IL CONCETTO DI STRUMENTO DI LAVORO: L’ORIENTAMENTO DEL TRIBUNALE DI ROMA.
Ebbene, questo articolo non è finalizzato a giustificare un indebito il controllo da parte dei datori di lavoro, bensì a porre una serie di riflessioni che i medesimi potrebbero muovere per giustificare la propria ingerenza.
Già il precedente Titolo VIII (Lavoro e previdenza sociale) del d.lgs. n. 196/2003 disciplinava la raccolta di dati dei dipendenti (art. 113, che si richiamava all’art. 8 dello Statuto dei Lavoratori), il controllo a distanza (art. 114, che si richiamava all’art. 4 dello Statuto dei Lavoratori), il telelavoro e lavoro a domicilio (art. 115). Non si dimentichi, peraltro, l’abrogato art. 17, il quale imponeva una verifica preliminare all’inizio del trattamento dei dati diversi da quelli sensibili e giudiziari che presentasse rischi specifici per i diritti e le libertà fondamentali, nonché per la dignità dell’interessato delle misure e degli accorgimenti prescritti dal Garante.

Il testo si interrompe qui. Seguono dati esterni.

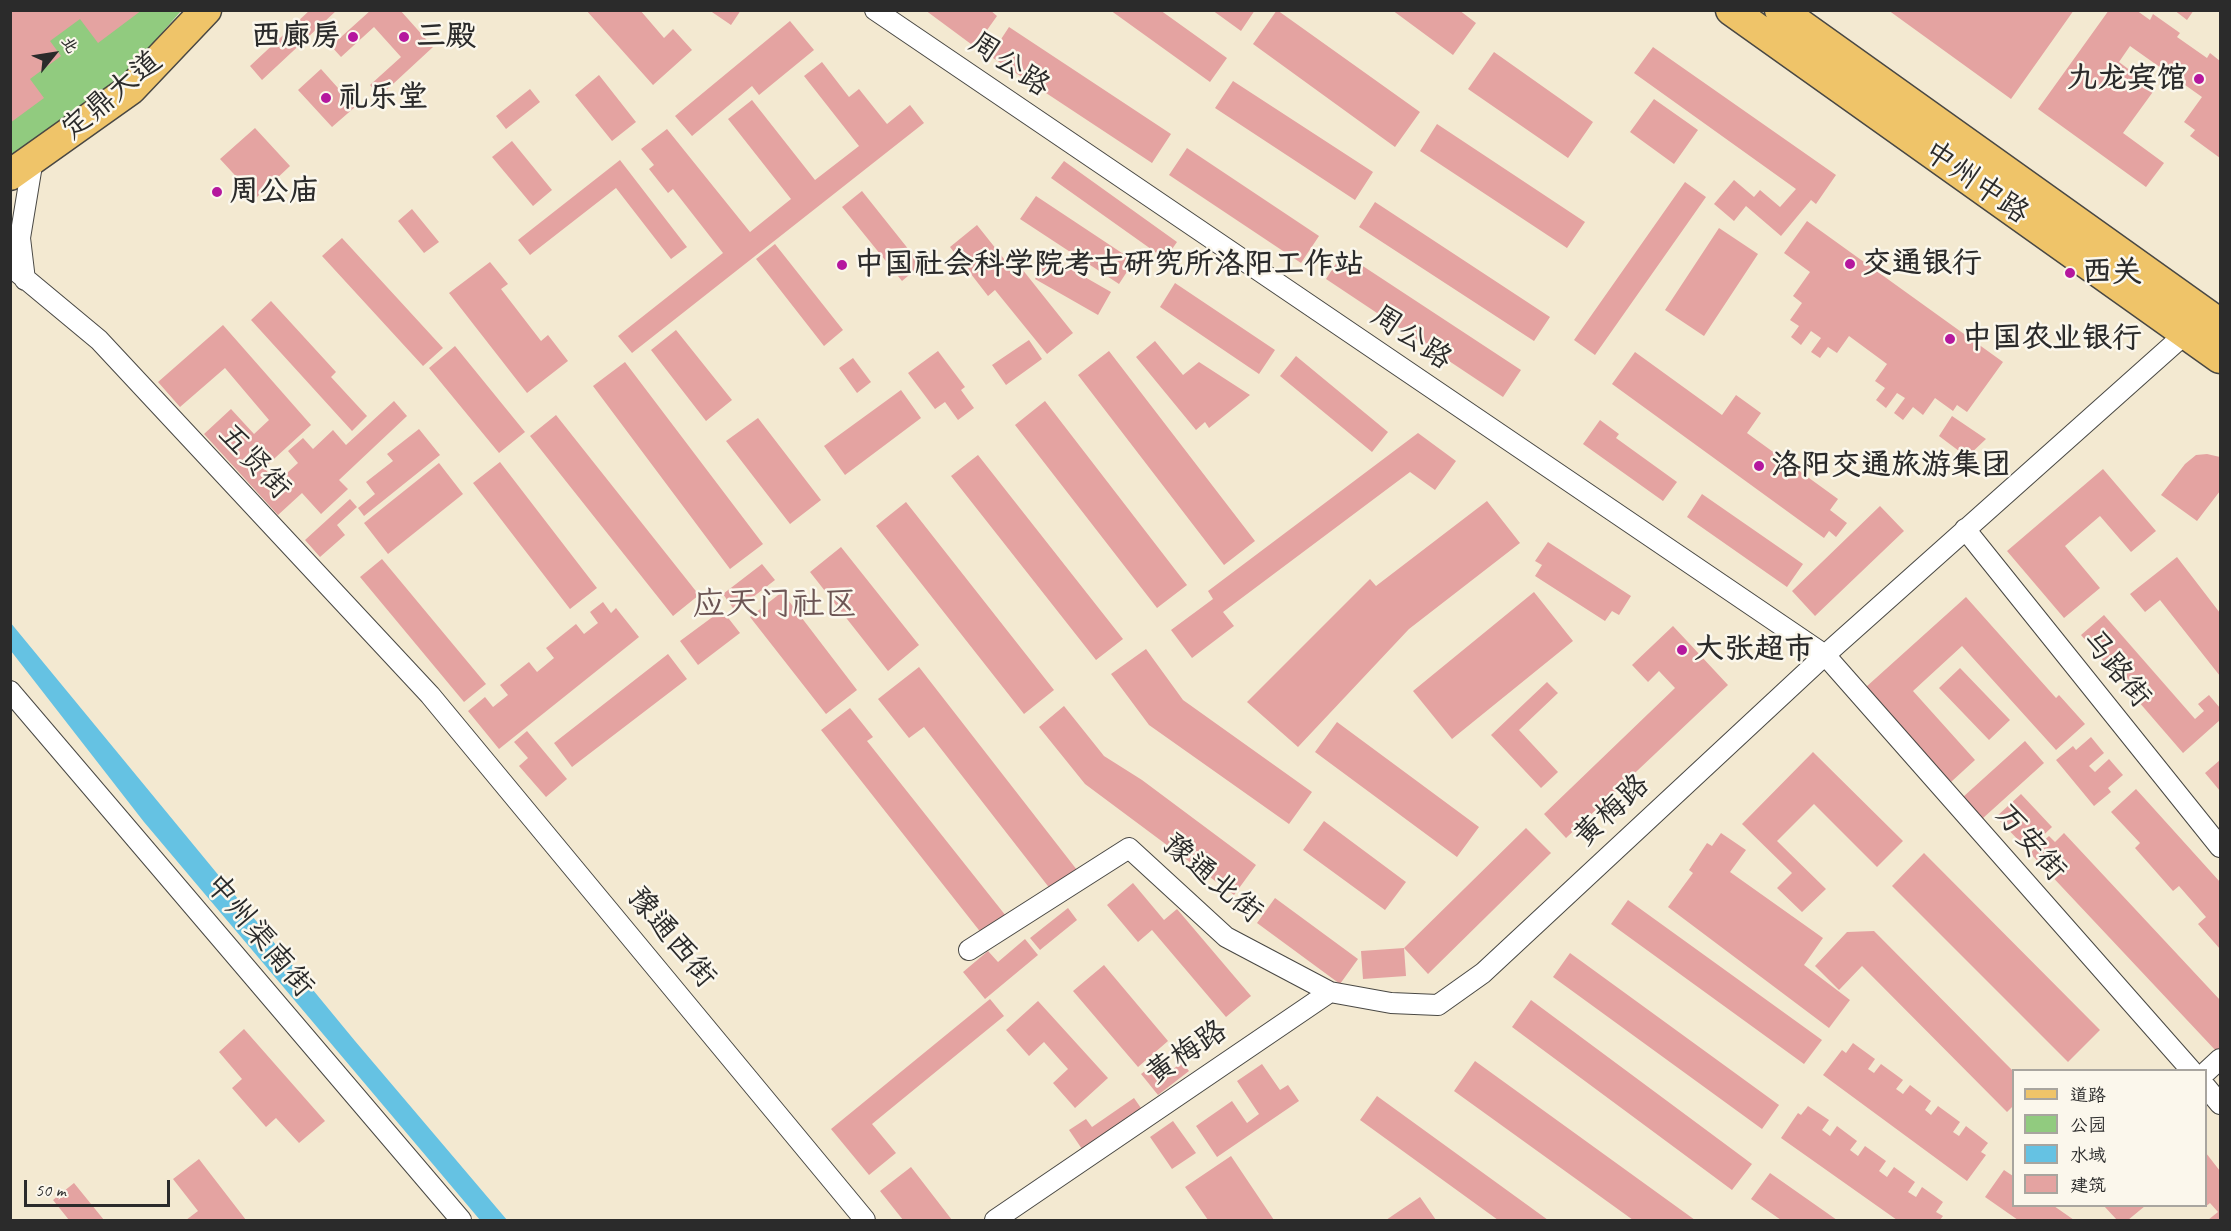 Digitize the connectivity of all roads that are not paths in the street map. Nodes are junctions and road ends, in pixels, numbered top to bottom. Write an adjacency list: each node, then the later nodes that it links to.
1 (206, 10): 5 (main road, 定鼎大道)
2 (875, 10): 12 (street, 周公路)
3 (1731, 10): 9 (main road, 中州中路)
4 (1780, 10): 8 (main road, 中州中路)
5 (22, 167): 7 (street)
6 (10, 266): 7 (street, 五贤街)
7 (25, 280): 14 (street, 五贤街)
8 (2214, 319): 9 (street, 黄梅路)
9 (2185, 333): 10 (main road, 中州中路); 11 (street, 黄梅路)
10 (2220, 358)
11 (1965, 529): 12 (street, 黄梅路); 15 (street, 马路街)
12 (1825, 654): 17 (street, 黄梅路); 19 (street, 万安街)
13 (10, 691): 23 (street, 中州渠南街)
14 (430, 695): 24 (street, 豫通西街)
15 (2220, 847)
16 (969, 950): 17 (street, 豫通北街)
17 (1330, 992): 25 (street, 黄梅路)
18 (2220, 1059): 20 (street)
19 (2189, 1069)
20 (2207, 1070)
21 (2207, 1089): 22 (street)
22 (2220, 1104)
23 (461, 1221)
24 (865, 1221)
25 (995, 1221) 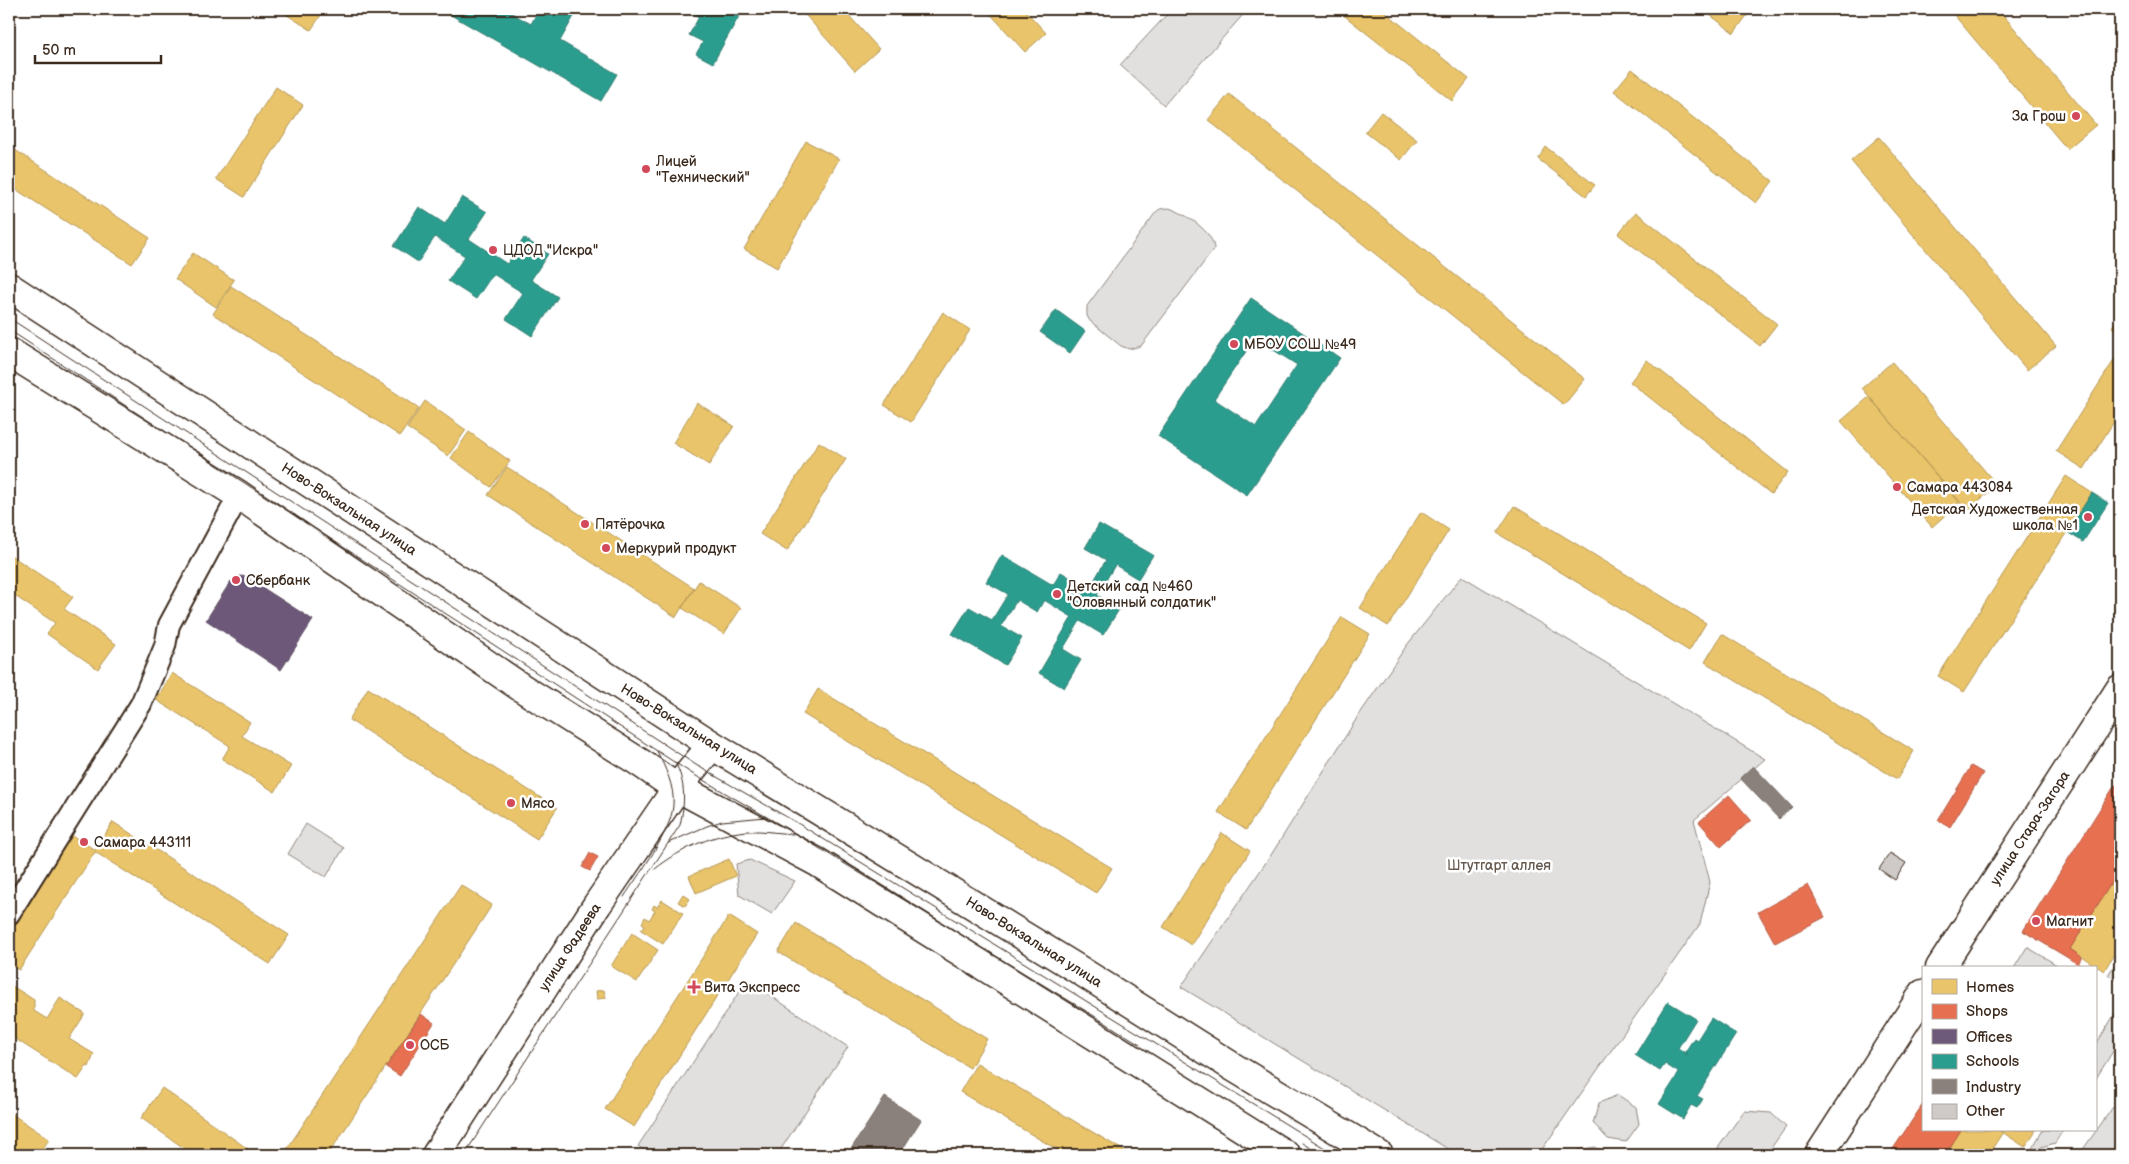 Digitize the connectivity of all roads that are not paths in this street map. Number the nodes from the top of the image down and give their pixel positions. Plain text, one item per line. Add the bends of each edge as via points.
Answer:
1 (9, 287) edge
2 (9, 352) edge
3 (239, 495) junction
4 (2120, 689) edge
5 (712, 745) junction
6 (677, 788) junction
7 (9, 914) edge
8 (1941, 966) edge
9 (1922, 996) edge
10 (436, 1155) edge
11 (1286, 1155) edge
12 (1379, 1155) edge
13 (1818, 1155) edge

1 - 5 main road, Ново-Вокзальная улица
2 - 3 main road
3 - 6 main road via 522,688
3 - 7 street via 169,625 165,646 141,704
4 - 8 main road, улица Стара-Загора
5 - 6 main road, улица Фадеева
5 - 12 main road, Ново-Вокзальная улица
6 - 10 main road, улица Фадеева via 596,906
6 - 11 main road via 817,862
9 - 13 main road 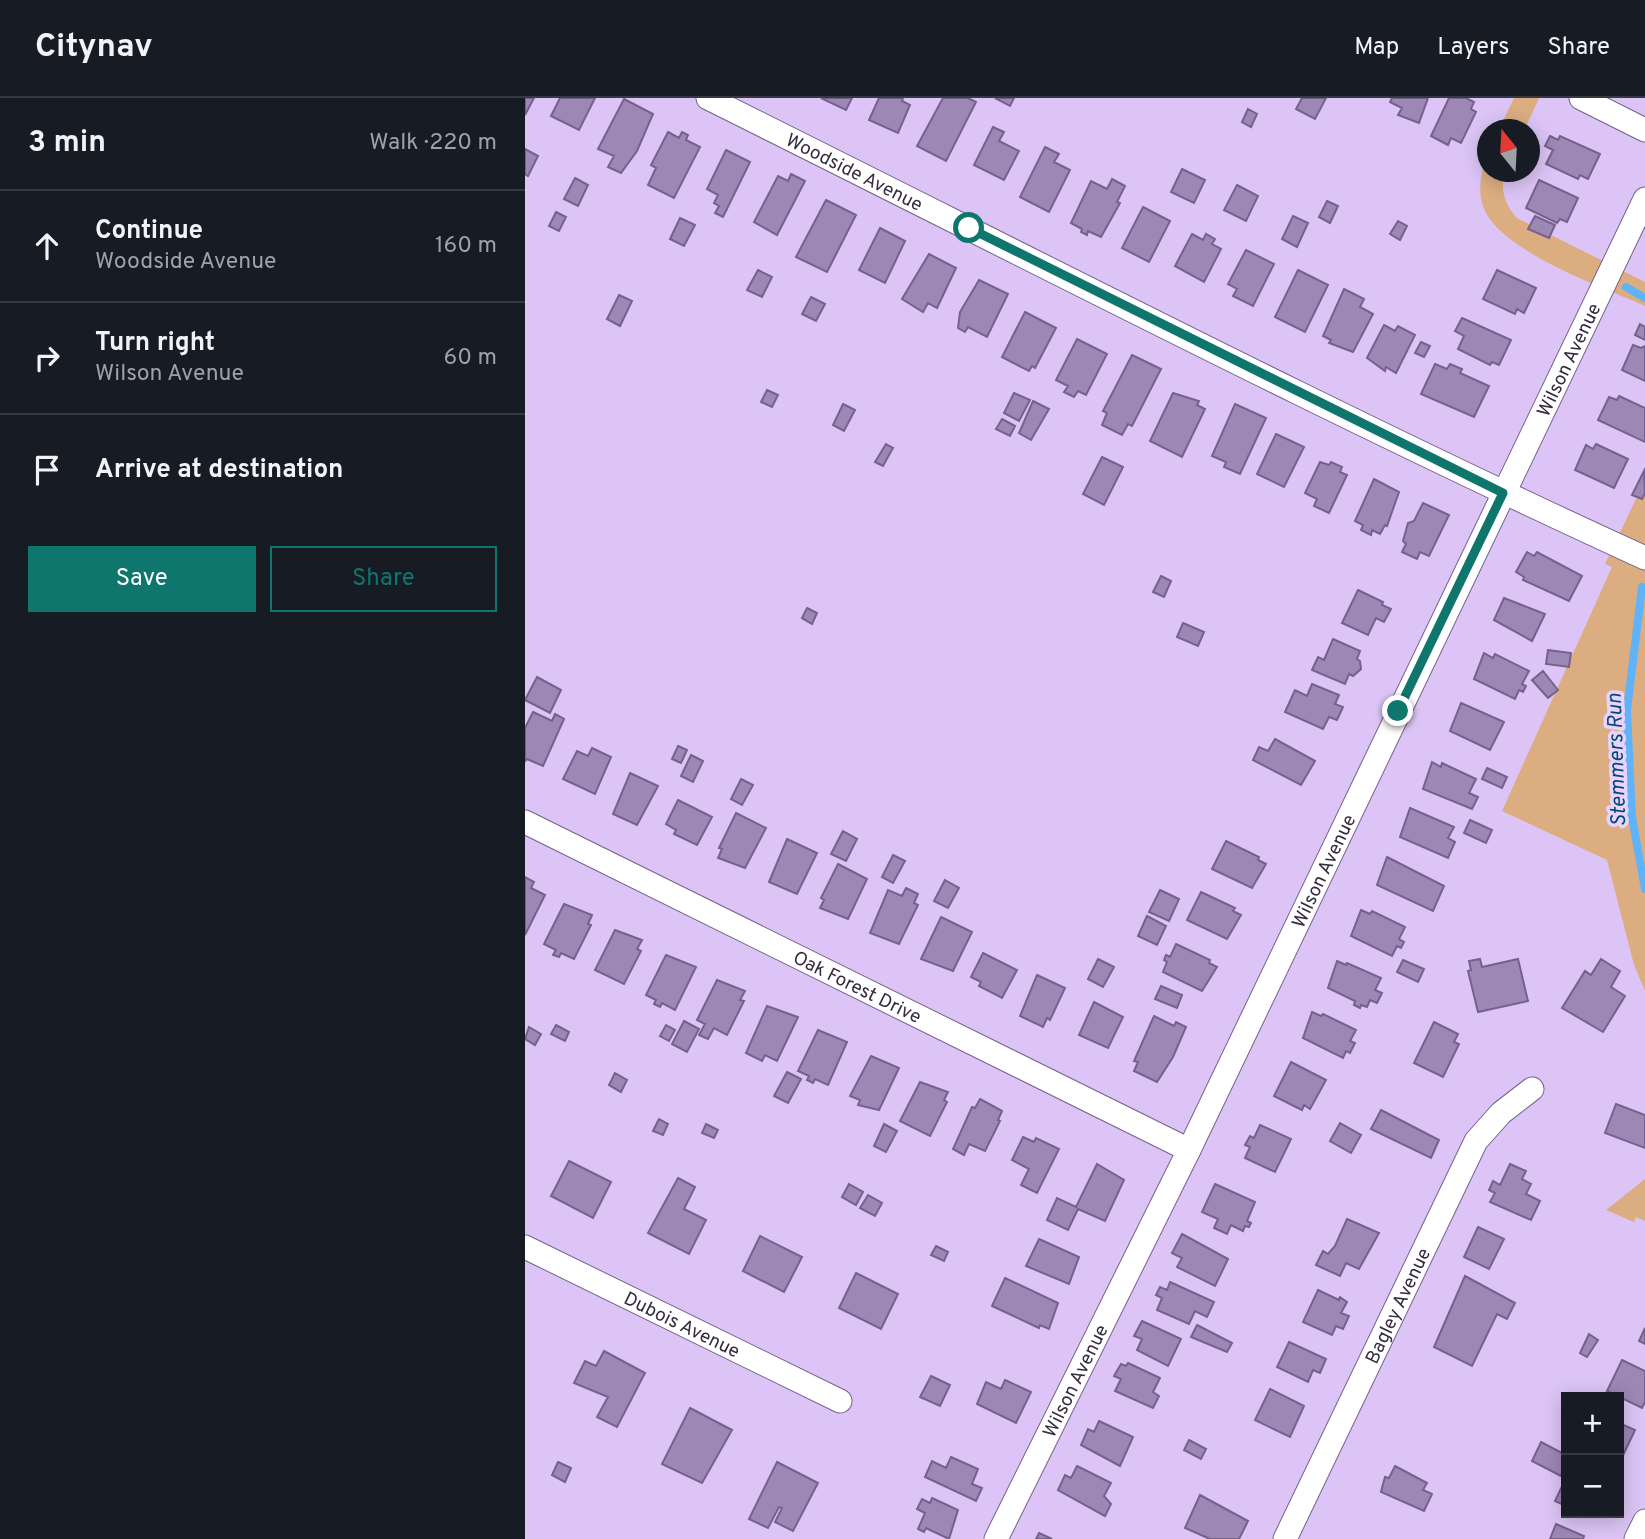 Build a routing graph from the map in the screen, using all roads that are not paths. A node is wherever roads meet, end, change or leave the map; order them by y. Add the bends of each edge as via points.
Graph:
1 (708, 98) edge
2 (1581, 98) edge
3 (1645, 130) edge
4 (1645, 199) edge
5 (1503, 493) junction
6 (1645, 558) edge
7 (525, 822) edge
8 (1532, 1089) dead end
9 (1189, 1150) junction
10 (525, 1247) edge
11 (839, 1401) dead end
12 (1645, 1521) edge
13 (996, 1539) edge
14 (1285, 1539) edge
15 (1636, 1539) edge

1 - 5 street, Woodside Avenue
2 - 3 street
4 - 5 street, Wilson Avenue
5 - 6 street, Woodside Avenue
5 - 9 street, Wilson Avenue
7 - 9 street, Oak Forest Drive
8 - 14 street, Bagley Avenue via 1501,1113 1476,1141
9 - 13 street, Wilson Avenue
10 - 11 street, Dubois Avenue
12 - 15 street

L’art. 23 Jobs Act del 2015 ha introdotto un’importante modifica all’art. 4 dello Statuto, il cui co. 1 non contempla più il divieto assoluto del controllo a distanza dei lavoratori come principio generale, consentendo oggi di installare impianti “dai quali derivi anche la possibilità di controllo a distanza dell’attività dei lavoratori”, se l’impianto è destinato ad altro scopo (quale quello di tutelare il patrimonio aziendale): a tal fine si richiede che l’installazione sia autorizzata da un accordo sindacale o da un provvedimento amministrativo. E dell’installazione dell’impianto e delle sue modalità d’uso il lavoratore va previamente informato (co. 3). Ciò ha creato il dibattito giurisprudenziale sui controlli difensivi, risolto dalla Cassazione nel senso che si applicano i controlli difensivi, volti ad accertare comportamenti illeciti dei lavoratori “quando, però, tali comportamenti riguardino l’esatto adempimento delle obbligazioni discendenti dal rapporto di lavoro, e non, invece, quando riguardino la tutela di beni estranei al rapporto stesso”: in sostanza, sono legittimi quei controlli diretti ad accertare comportamenti illeciti del lavoratore e lesivi del patrimonio aziendale (sul punto Cass. n. 2722/2012 e Cass. n. 3122/2015).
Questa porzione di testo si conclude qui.